Pull out each line of the records holding the string "Left".

(DATA PROVIDED Opens)

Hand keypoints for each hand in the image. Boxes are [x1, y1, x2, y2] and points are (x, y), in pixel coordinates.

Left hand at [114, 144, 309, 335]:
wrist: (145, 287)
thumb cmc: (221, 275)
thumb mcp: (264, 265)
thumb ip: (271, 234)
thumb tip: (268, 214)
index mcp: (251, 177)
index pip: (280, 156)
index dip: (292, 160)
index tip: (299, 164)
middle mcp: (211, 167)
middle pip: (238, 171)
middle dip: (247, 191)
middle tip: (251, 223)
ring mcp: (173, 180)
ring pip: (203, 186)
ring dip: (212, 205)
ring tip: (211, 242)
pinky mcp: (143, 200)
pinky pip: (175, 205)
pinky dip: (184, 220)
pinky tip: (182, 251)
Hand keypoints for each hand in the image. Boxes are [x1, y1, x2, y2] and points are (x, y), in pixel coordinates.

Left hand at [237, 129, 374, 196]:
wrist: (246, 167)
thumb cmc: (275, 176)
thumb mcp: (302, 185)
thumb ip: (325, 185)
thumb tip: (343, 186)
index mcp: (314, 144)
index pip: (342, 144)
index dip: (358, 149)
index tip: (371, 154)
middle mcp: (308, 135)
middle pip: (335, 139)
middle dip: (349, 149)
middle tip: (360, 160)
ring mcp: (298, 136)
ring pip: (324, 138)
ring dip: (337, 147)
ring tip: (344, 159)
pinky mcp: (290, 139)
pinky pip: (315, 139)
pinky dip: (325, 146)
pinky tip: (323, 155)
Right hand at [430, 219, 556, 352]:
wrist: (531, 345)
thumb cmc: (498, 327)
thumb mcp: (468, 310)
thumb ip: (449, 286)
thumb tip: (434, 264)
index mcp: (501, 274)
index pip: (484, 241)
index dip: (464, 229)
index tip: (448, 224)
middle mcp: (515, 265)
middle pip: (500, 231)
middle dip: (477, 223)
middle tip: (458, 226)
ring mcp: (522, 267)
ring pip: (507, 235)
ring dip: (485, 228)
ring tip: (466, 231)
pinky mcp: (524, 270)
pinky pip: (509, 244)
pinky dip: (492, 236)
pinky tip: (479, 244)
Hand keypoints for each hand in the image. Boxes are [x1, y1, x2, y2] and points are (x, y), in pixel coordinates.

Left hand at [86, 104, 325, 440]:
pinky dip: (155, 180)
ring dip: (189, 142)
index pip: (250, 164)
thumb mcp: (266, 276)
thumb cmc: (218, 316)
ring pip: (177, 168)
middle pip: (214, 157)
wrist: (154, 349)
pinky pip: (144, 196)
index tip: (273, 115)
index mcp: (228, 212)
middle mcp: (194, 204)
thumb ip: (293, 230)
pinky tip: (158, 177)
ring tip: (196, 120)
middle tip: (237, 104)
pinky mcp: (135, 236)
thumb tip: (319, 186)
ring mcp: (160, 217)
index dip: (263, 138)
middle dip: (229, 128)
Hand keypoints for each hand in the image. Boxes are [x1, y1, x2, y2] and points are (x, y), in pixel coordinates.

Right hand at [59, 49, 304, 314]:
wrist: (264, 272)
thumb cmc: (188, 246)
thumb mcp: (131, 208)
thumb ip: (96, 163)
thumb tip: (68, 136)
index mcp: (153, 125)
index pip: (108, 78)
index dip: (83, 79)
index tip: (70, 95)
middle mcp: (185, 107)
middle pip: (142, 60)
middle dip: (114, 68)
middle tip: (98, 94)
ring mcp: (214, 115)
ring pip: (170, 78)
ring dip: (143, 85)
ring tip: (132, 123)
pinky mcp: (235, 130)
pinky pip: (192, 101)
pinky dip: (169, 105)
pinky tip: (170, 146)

(DATA PROVIDED Closes)

SOLUTION
Left hand at [114, 144, 309, 335]:
Left hand at [237, 129, 374, 196]:
Left hand at [86, 104, 325, 440]:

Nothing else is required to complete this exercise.